OREM, Utah – The number of Utahns quitting their jobs jumped sharply in the month of September, according to updated data from the U.S. Bureau of Labor Statistics. 

Nationwide in September, a record 4.4 million workers quit their jobs, the report said. The accelerated pace at which people are leaving their employers behind is being called the Great Resignation. 

“Most of the quits that have been going on across the country and here in the state of Utah are quits to go get another job, so the hires are up also,” said Mark Knold, the chief economist for the Utah Department of Workforce Services. “So I call most of these opportunity quits.” 

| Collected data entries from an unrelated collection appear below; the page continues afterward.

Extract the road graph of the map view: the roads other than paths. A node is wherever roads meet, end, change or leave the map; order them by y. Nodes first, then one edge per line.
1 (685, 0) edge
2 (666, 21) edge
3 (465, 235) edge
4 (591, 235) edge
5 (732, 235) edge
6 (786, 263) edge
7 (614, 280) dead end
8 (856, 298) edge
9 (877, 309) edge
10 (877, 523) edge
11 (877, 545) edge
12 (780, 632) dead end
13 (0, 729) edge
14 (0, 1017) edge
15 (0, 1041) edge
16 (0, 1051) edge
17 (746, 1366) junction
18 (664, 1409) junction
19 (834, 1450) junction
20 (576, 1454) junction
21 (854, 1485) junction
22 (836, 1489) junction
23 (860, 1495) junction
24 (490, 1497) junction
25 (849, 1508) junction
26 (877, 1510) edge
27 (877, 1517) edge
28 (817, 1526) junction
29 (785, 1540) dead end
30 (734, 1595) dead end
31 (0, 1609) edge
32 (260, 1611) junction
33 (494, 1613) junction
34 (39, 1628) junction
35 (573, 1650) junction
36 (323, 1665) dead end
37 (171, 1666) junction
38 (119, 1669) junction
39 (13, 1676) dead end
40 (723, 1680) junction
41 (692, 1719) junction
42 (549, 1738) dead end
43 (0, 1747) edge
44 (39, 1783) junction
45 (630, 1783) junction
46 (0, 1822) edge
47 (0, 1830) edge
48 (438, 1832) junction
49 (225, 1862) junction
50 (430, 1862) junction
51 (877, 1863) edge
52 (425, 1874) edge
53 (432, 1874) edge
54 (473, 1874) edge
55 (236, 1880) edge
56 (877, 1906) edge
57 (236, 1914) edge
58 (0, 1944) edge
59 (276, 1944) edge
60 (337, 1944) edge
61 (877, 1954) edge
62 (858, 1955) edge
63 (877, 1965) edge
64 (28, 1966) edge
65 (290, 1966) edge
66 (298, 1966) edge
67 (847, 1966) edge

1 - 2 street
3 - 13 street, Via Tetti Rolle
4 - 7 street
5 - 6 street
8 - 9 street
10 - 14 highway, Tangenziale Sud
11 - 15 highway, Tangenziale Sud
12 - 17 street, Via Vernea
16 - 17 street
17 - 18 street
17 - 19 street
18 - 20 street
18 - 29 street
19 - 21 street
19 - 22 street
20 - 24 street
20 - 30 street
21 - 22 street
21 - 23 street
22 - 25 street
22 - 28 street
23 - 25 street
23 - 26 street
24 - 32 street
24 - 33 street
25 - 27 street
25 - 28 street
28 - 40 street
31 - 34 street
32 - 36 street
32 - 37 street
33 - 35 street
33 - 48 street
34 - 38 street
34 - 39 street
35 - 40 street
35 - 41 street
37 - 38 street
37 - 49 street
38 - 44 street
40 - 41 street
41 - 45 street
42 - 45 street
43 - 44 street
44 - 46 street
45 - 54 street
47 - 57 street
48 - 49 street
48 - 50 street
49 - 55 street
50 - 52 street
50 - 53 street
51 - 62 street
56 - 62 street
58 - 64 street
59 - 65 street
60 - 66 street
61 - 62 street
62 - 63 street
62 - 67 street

In Utah, 58,000 people said farewell to their employers that month, a 38% increase compared to August when 42,000 Utahns quit. 

According to an analysis from The Wall Street Journal, Utah had the 4th highest percentage increase in job quits in September when compared to the month before. 

For further comparison, the Bureau of Labor Statistics reported that 43,000 Utahns quit their jobs in July and that in June there were 46,000 people giving notice. 

“This is people looking for something better,” Knold said. “Moving up the wage scale, moving up the skill scale, and so on.” 

Knold said the level of people quitting isn’t out of historical norms for the Beehive State. He also attributed some of the job resignations to some older workers deciding to retire due to increased wealth from a booming housing market and the strong stock market. 

“This jump between August and September is a one-month jump,” he said. “We’ll see if it holds for several more months to see if it’s a trend or nothing more than a survey anomaly.” 

As people move up the wage scale, Knold said it’s the leisure and hospitality industry that’s hardest hit in the struggle to attract workers. 

The jump in people quitting their jobs comes at the same time that Utah has the lowest unemployment rate on record with thousands sitting on the sidelines and not returning to the labor force since the pandemic started. 

The lack of workers is causing frustration for business owners.  

“I used to work 8 to 9 hours a day, now I’m working 12 hours a day,” said Mike Neal, owner of Neal’s RV Center in Orem. 

Neal is increasing wages and putting up “help wanted” signs around his dealership after his job listings stopped drawing workers. 

“I set up appoints to come in and be interviewed and they either didn’t show up or they didn’t call,” Neal said. “I didn’t get one person who would actually come in.” 

He’s in need of service technicians and salespeople and is willing to train employees. He said he’s never experienced this type of hiring climate before. 

“Some days I feel like maybe just hanging it up,” he said. “Maybe it’s time to sell and retire.” 

The Utah Retail Merchants Association warns that the labor shortage is hitting just as shoppers are returning to stores. 

“It’s obviously a major concern for us as we move into the holiday season because we do tend to employ a lot of seasonal workers,” said Dave Davis, the association’s president and CEO. “We always ask that customers be patient and recognize that it is difficult to find workers at this time.”